Provided material:
****************
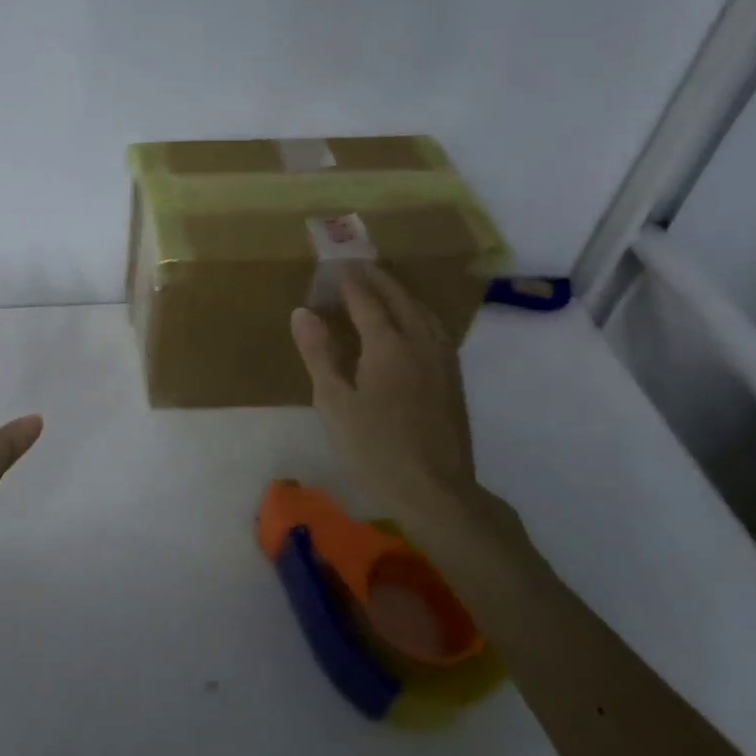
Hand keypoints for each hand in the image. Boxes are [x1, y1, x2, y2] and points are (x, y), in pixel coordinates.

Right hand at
****************
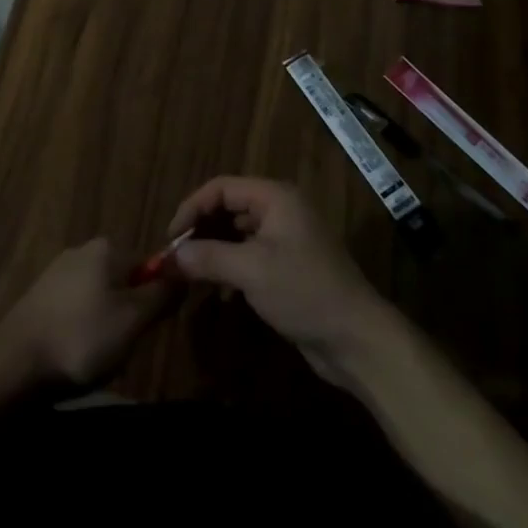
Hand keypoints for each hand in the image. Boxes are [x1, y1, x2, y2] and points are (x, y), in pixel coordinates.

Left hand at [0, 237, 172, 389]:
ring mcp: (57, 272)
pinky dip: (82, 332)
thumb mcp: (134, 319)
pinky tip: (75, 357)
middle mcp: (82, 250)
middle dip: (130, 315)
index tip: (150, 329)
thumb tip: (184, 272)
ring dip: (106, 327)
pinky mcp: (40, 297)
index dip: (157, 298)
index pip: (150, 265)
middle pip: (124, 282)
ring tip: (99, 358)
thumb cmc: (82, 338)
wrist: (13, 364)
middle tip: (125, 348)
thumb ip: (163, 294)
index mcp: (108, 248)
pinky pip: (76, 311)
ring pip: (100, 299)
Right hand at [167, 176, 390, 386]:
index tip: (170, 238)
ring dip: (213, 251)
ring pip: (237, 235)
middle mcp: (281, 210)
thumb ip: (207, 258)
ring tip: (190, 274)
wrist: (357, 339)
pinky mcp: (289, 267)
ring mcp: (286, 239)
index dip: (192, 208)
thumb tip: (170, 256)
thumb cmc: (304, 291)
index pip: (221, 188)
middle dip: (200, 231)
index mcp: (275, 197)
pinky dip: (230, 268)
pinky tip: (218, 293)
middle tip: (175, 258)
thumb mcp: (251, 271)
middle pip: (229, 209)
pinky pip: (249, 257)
****************
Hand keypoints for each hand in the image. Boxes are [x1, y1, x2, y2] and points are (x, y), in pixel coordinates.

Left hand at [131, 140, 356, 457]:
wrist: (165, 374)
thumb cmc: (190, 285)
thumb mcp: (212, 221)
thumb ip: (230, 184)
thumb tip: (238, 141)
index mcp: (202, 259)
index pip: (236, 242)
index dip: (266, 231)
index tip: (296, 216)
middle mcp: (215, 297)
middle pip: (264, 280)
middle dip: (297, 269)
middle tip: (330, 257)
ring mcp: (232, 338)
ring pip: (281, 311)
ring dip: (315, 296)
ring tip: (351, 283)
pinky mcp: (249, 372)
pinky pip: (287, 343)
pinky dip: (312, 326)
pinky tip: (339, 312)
****************
Task instructions:
Write down exactly the span of lines above from the one containing "middle dip: (200, 231)" to the one containing "pinky pip: (249, 257)", both ends included.

Response area:
middle dip: (200, 231)
index mcp: (275, 197)
pinky dip: (230, 268)
pinky tip: (218, 293)
middle tip: (175, 258)
thumb mcp: (251, 271)
middle pip: (229, 209)
pinky pip: (249, 257)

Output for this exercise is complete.